Updated on Feb. 26, 2014 at 7:45am ET with analyst comments from Anton Chuvakin of Gartner Inc.
There’s been a lot of talk about RSA Security Inc.’s involvement with the U.S. National Security Agency (NSA) hanging over this year’s RSA conference in San Francisco. And with that in mind, the opening keynote speakers came out swinging today, losing no time in talking about the need for better security for a better world.
In December 2013, Reuters published a story saying the RSA had accepted $10 million from the NSA to put a backdoor in its encryption products, leading some conference speakers and attendees to boycott the conference. Some even organized their own anti-RSA conference, branding it as “TrustyCon” and holding it at the same time as the RSA event.
So with that cloud of controversy looming overhead, the first keynote speaker, RSA executive chairman Art Coviello, lost no time in plunging in and addressing the RSA-NSA allegations.
“Has the RSA done work with the NSA? Yes. But that fact has been a matter of the public record for years,” he said, mentioning the two decades of history the two organizations have shared in setting up cryptographic standards.
During his address, Coviello also called for a separation between the NSA and its defensive arm, the Information Assurance Directorate (IAD). That way, the NSA could go on to gather intelligence, while the IAD could focus on uncovering threats and vulnerabilities. He also added the RSA supports the National Institute of Standards and Technology’s proposal for a new cybersecurity standard.
“This feeding frenzy of controversy has been sad and dangerous for the country,” Coviello said, adding he was calling on security professionals around the world to take a leadership stance in promoting cybersecurity.
“We need to repair relations and rebuild trust … We’ve only had a scant decade or two to set rules for the digital world. The resulting chaos reflects the lack of digital norms,” he said.
Coviello went on to propose four principles for cybersecurity, going forward: 1) to renounce cyber weapons; 2) to agree to cooperate with investigating, apprehending, and prosecuting cyber criminals; 3) to allow economic activity to go unfettered and to respect intellectual property rights; and 4) to respect individuals’ rights to privacy.
However, his call for action failed to impress Anton Chuvakin, research director at Gartner Inc.
“It sounds naïve. We never renounced the use of water (many countries have navies) or air for war (air forces), and sort of renounced – but – not-really the use of space for war,” he said in an email.
“No country leader would be insane enough to say ‘I won’t ever use cyber-methods in war.’ Comparing cyber to nuclear is at best naïve and at worst misinformed and inflammatory … Other points he made sound painfully obvious, but it is not obvious why stating them for the umpteenth time helps the community.”

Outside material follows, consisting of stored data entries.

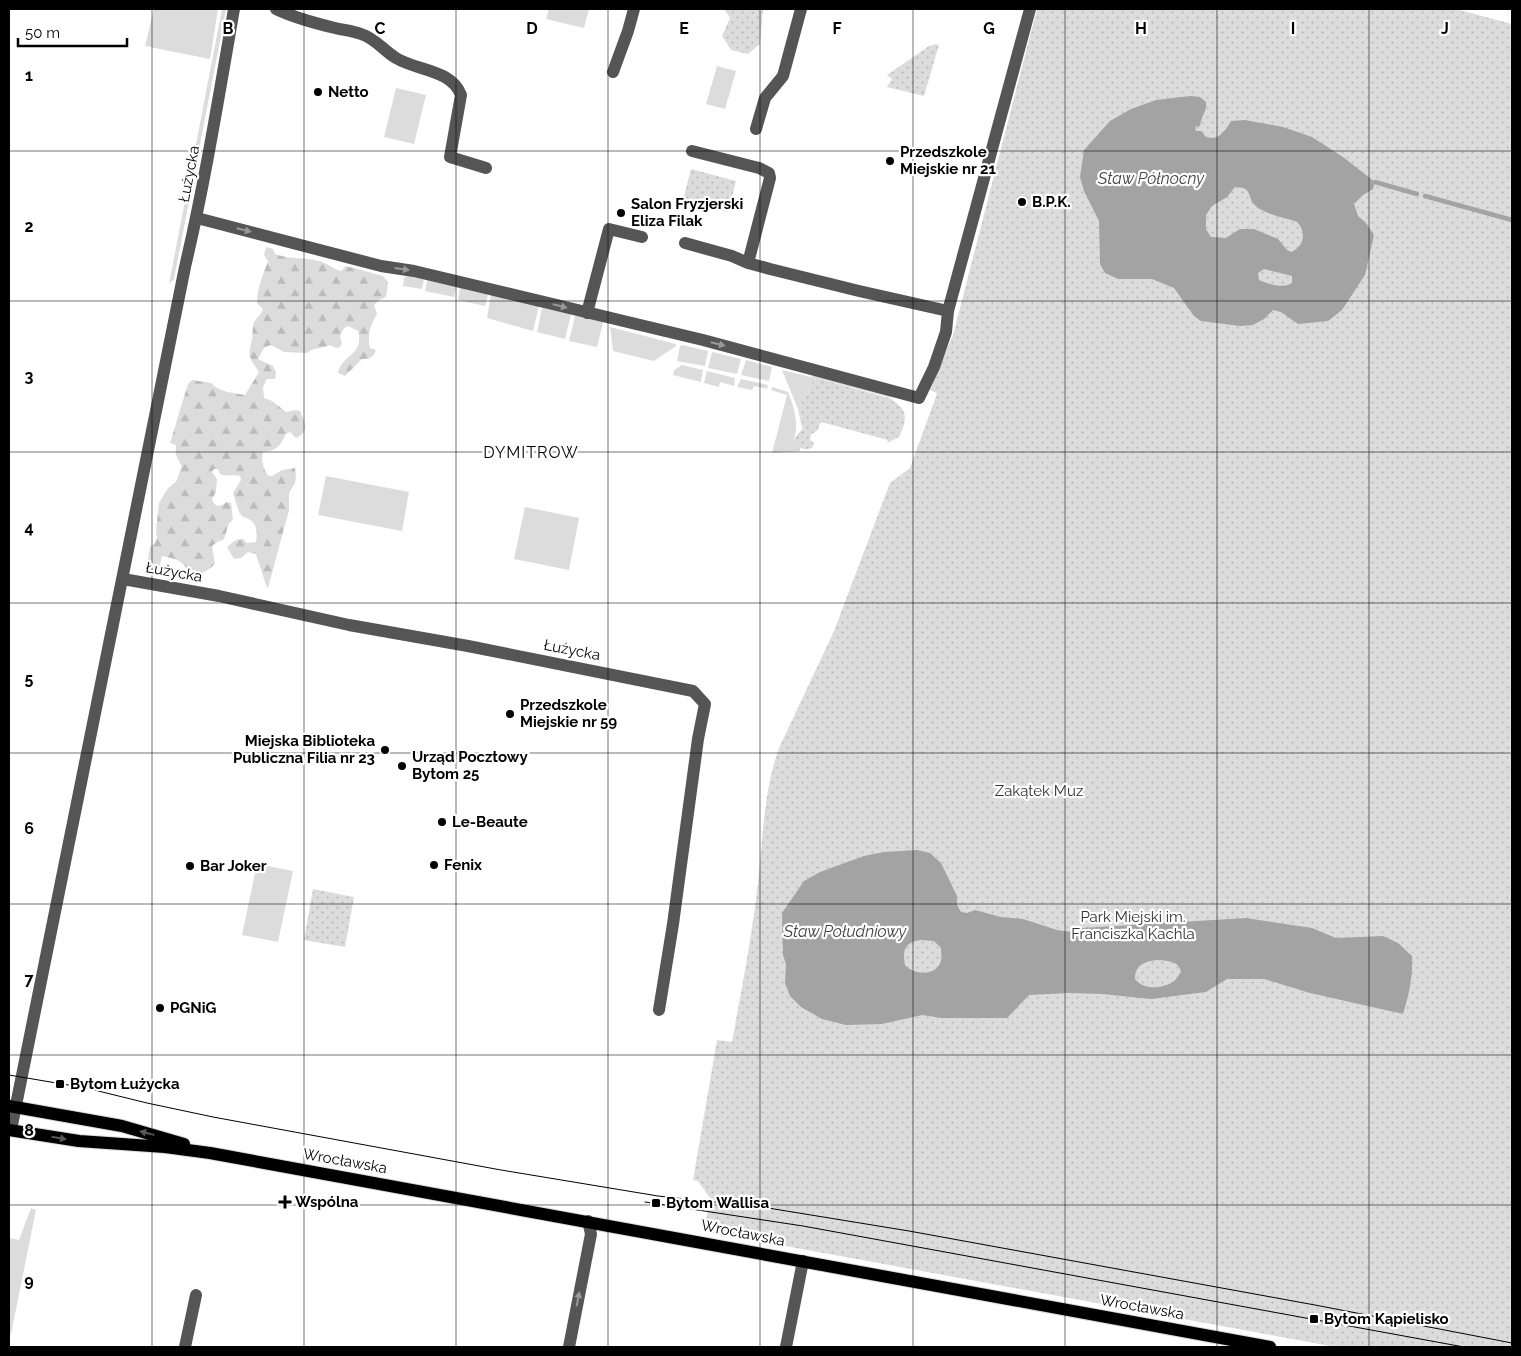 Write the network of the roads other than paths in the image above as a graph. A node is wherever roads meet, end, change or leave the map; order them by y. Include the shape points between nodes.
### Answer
1 (234, 9) edge
2 (276, 9) edge
3 (634, 9) edge
4 (800, 9) edge
5 (1030, 9) edge
6 (613, 72) dead end
7 (756, 129) dead end
8 (692, 151) dead end
9 (486, 168) dead end
10 (197, 218) junction
11 (642, 237) dead end
12 (685, 243) dead end
13 (748, 263) junction
14 (948, 311) junction
15 (587, 313) junction
16 (123, 579) junction
17 (659, 1010) dead end
18 (12, 1106) edge
19 (10, 1130) edge
20 (210, 1153) junction
21 (588, 1221) junction
22 (802, 1261) junction
23 (196, 1295) dead end
24 (185, 1347) edge
25 (569, 1347) edge
26 (786, 1347) edge
27 (1270, 1347) edge

1 - 10 street, Łużycka
2 - 9 street via 304,20 362,34 395,58 452,81 461,95 450,157
3 - 6 street
4 - 7 street via 782,76 765,98
5 - 14 street
8 - 13 street via 769,173
10 -> 15 street via 381,266 414,270
10 - 16 street, Łużycka
11 - 15 street via 609,229
12 - 13 street
13 - 14 street
15 -> 14 street via 919,398 946,332
16 - 17 street, Łużycka via 693,691 705,704
16 - 18 street, Łużycka
18 - 19 street, Łużycka
20 -> 18 main road, Wrocławska via 122,1126
19 -> 20 main road, Wrocławska via 99,1144
20 - 21 main road, Wrocławska
21 - 22 main road, Wrocławska
25 -> 21 street via 591,1234
22 - 26 street
22 - 27 main road, Wrocławska
23 - 24 street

Scott Charney, corporate vice-president for Microsoft Corp.’s Trustworthy Computing Group, also gave his thoughts on cybersecurity and privacy in his keynote address.
While people have been talking about surveillance for a couple of years now, the reason why everyone is so excited about it now is because they’ve seen “a theory become reality,” he said.
“People internalize [their fears], and the fear becomes much more real,” Charney said, adding governments need to balance their need for collective security with the rights to individual privacy.
“[The industry] has a choice – you can choose to encrypt things, and make governments’ lives harder and criminals’ lives easier. Or you don’t encrypt, and the government’s life is easier, but it’s dangerous for privacy.”
Microsoft would never put in a backdoor, even if the NSA asked, as that would be “economic suicide,” Charney added. The company would only comply with individual court orders requesting specific data, he said.
After Charney, keynote speaker Nawaf Bitar, senior vice-president and general manager of the security business unit at Juniper Networks Inc., called for less “first world outrage” and apathy towards security. Instead, security professionals should be galvanized to action and work harder to protect data, he said.
For Gartner research director Jay Heiser, the common thread between all of the keynote speakers was their desire for norms and standards in cybersecurity.
“The Internet does not have boundaries, and thought leaders are saying, how do you deal with the domain?” he said. “Seeing it repeated [among the keynote speakers] was kind of disingenuous … but addressing the NSA allegations, they had to address them. It was expected, even if it was self-serving.”
This year’s RSA conference features over 45,000 attendees, 400 sponsors, and 550 speakers, with the conference running until the end of the week.